La BCE précise les contours d’un éventuel euro digital

Pauline Armandet
Le lancement de cette monnaie ne réussira que s’il répond aux besoins des Européens, notamment en matière de vie privée, prévient la Banque centrale européenne.

Son rapport était très attendu. Après avoir lancé une consultation en octobre dernier sur la création d'un euro digital, la Banque centrale européenne (BCE) a publié mercredi une synthèse des plus de 8.200 réponses reçues. Preuve de l'intérêt suscité par le projet, la plupart des répondants sont des particuliers (94%), aux côtés de professionnels (commerçants, banques).

«Un euro numérique ne sera un succès que s’il répond aux besoins des Européens», a déclaré Fabio Panetta, membre du directoire de la BCE. Selon le rapport, la confidentialité lors des paiements, reste la priorité numéro un des particuliers et des professionnels en cas d’utilisation d’un euro digital (43%), avant la sécurité (18%), la facilité d’utilisation dans toute la zone euro (11%), l’absence de coûts supplémentaires (9%) et la facilité d’utilisation hors ligne (8%).

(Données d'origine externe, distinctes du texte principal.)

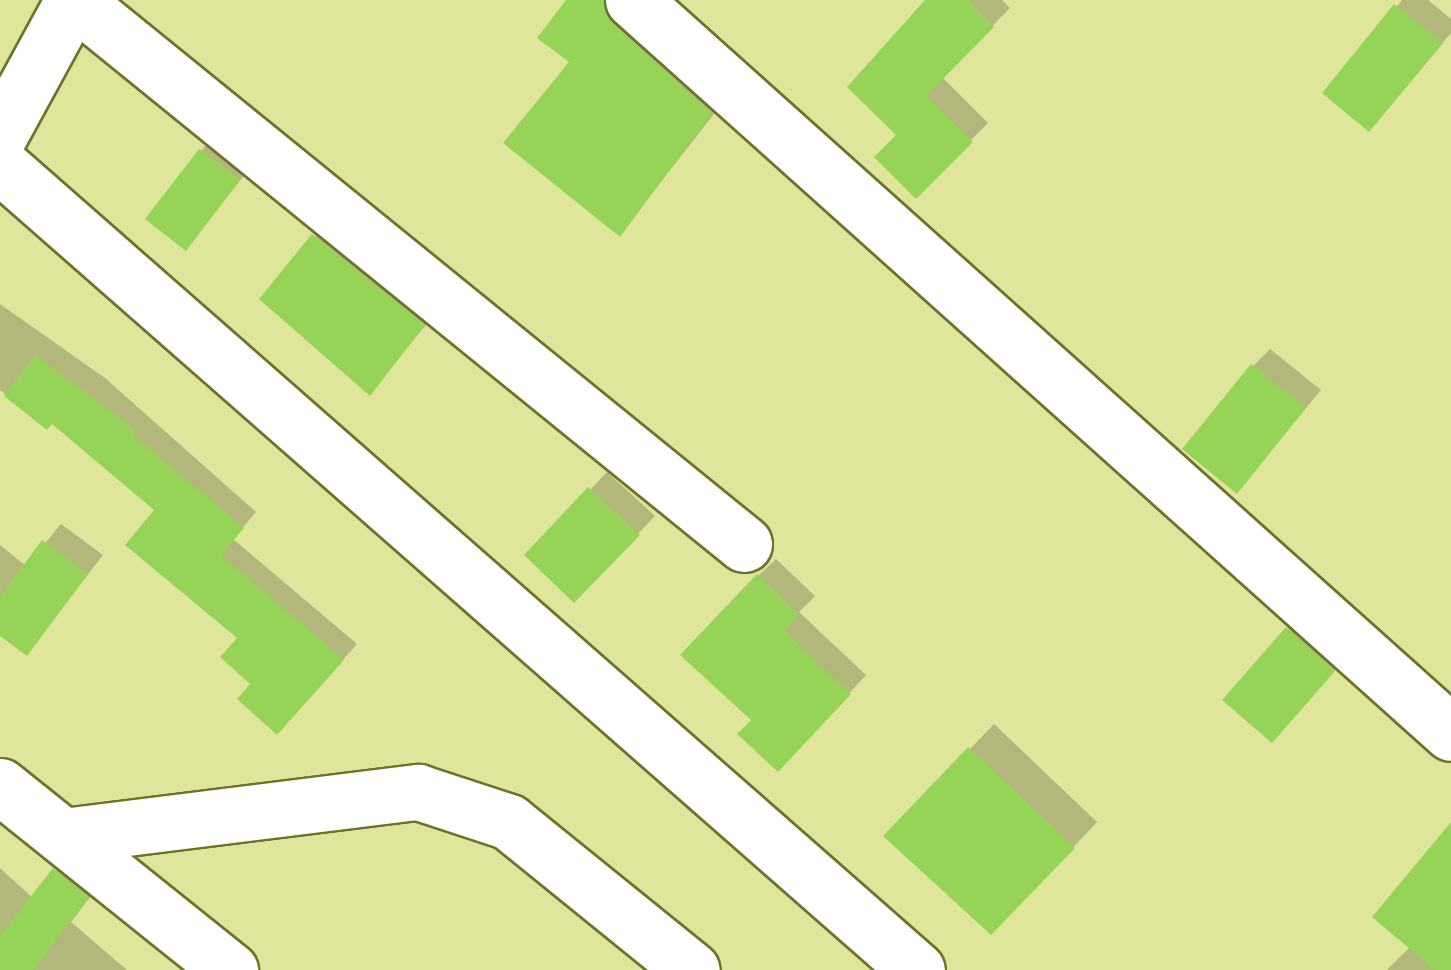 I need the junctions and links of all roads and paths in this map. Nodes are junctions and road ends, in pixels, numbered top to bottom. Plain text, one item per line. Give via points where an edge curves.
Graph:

Deux tiers des répondants ont déclaré que l’euro digital devrait être proposé par des intermédiaires du secteur privé et intégré dans le système de paiement existant. Un quart d'entre eux souhaitent qu'il soit proposé sous forme de «carte à puce» ou d'application téléphonique afin qu'il puisse être dépensé hors ligne. Ces derniers espèrent qu’un tel système de paiement permettrait de réaliser des paiements transfrontaliers moins chers, y compris hors de la zone euro. Par ailleurs, la moitié des participants «mentionnent la nécessité d’établir des limites de détention, une rémunération par paliers ou une combinaison des deux pour gérer la quantité d’euros numériques en circulation», souligne le rapport.

Ce rapport «constituera un apport important pour la décision que prendra le Conseil des gouverneurs à la mi-2021 quant à l'opportunité de lancer un projet d'euro numérique», a déclaré Fabio Panetta. Le rapport souligne enfin que des expériences permettant d'établir les forces et faiblesses d'un euro digital demeurent «nécessaires». Le rapport ne va pas aussi loin que les déclarations début avril de la présidente de la BCE, Christine Lagarde.

Cette dernière avait indiqué au cours d'une interview sur Bloomberg qu’un euro digital pourrait voir le jour en 2025. «L'ensemble du processus - soyons réalistes - prendra à mon avis encore quatre ans, peut-être un peu plus. Mais j'espère que nous pourrons le maintenir dans les quatre ans», a ajouté Christine Lagarde, précisant qu’il s’agit «d'un effort technique ainsi que d'un changement fondamental».